A start-up is like an extreme sport. You should expect significant failures, which is the name of the game, not just in India but globally. Idea-to-execution, and founder-to-leader are journeys, and the fascination is because it is a great story - a David and Goliath story. It is about human triumph and human vulnerability. At least 50 per cent of the companies will not even get any funding, and of the remaining that get funding, maybe 25 per cent will reach a meaningful scale, of which only 10 per cent will hit home-runs.

Also Read: Indian companies raise ₹31,265 cr through 30 IPOs this financial year

The IPO market was vibrant, with Indian companies raising over ₹31,000 crore in FY21, while M&A deals at 161 in April, was the highest in the last decade. Comments?

I wish we were in this place five years ago. I think companies have achieved a particular scale, and there is also maturity in the market to embrace these firms; a better understanding of what these companies are and how to value them. As a country, we have been used to asset-heavy industries at one level. We are also a country that has claimed its place in IT services, which is a knowledge economy, where assets were human resources. We haven’t focused on how these knowledge economy companies should be evaluated.

What is Kalaari Capital’s strategy on investments going forward?

We are passionate about early-stage investing and the early-stage economy. For us, the privilege is discovering that founder who has a great idea, potential and needs to be supported and then deliver extraordinary value. We want to be the lead investor in those companies with first-time founders looking to raise risk capital, who have great ideas and who want to build great companies. That hasn’t changed in the last 15 years.

So new markets keep emerging, and we will continue to build to those themes, but being a lead investor in Seed or Series-A from technology-leveraged opportunities with the right founders will not change in the next decade for Kalaari. Typically, we invest in about ten companies a year.

Kalaari Capital is believed to have roped in Jio Platforms as an LP for its fourth fund?

I am proud of the returns we have generated to date, and even in Fund-I (2006), we returned 2.7 times, which is high even by global standards. We have already returned all the invested capital from our Fund II and our opportunity fund, and both those funds are tracking to four times return.

With the fourth fund, we want to do better than that in the past. This is a ₹1,700-crore fund, of which we have closed about ₹800 crore. The rest we are not actively raising funds due to the pandemic, but it will be raised within the stipulated time.

You invested in companies that were almost written off and turned them around.
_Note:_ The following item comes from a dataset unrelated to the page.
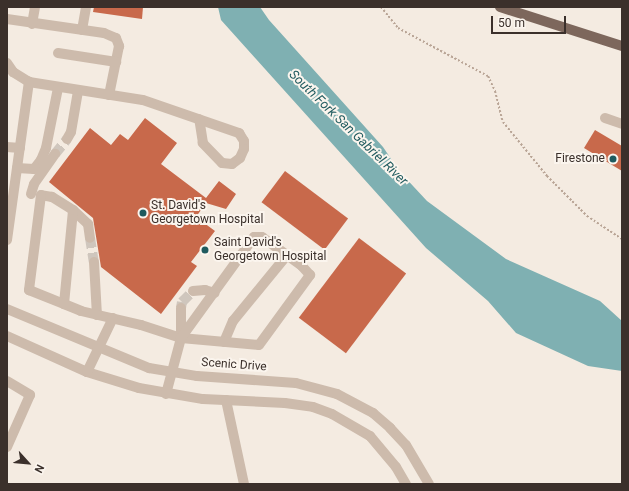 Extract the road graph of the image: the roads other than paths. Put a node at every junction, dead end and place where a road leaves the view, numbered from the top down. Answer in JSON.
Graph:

How would you explain that?

Maybe, we see something that others don’t see when it comes to investment. We spend a lot of time understanding a company, and if we develop the conviction for the company and the person, then we invest in them and stay invested for a long time. We also look at all other stuff that might have happened before, not just the Cinderella becoming the princess story.

Why hasn’t India developed a strong Limited Partners (LP) base?

The first cycle of Venture Capital exits were relatively slow, hence returns were quite low and LPs had a lot of concern. A group of North American LPs had invested along with the first wave of fund-raising. India has a vibrant domestic market from a startup perspective but no domestic investors. So developing a strong Indian LP base is not happening because capital doesn’t exist in India. Having LPs that are domestic LPs supporting domestic funds is just a smart strategy from a country perspective, which is growing now.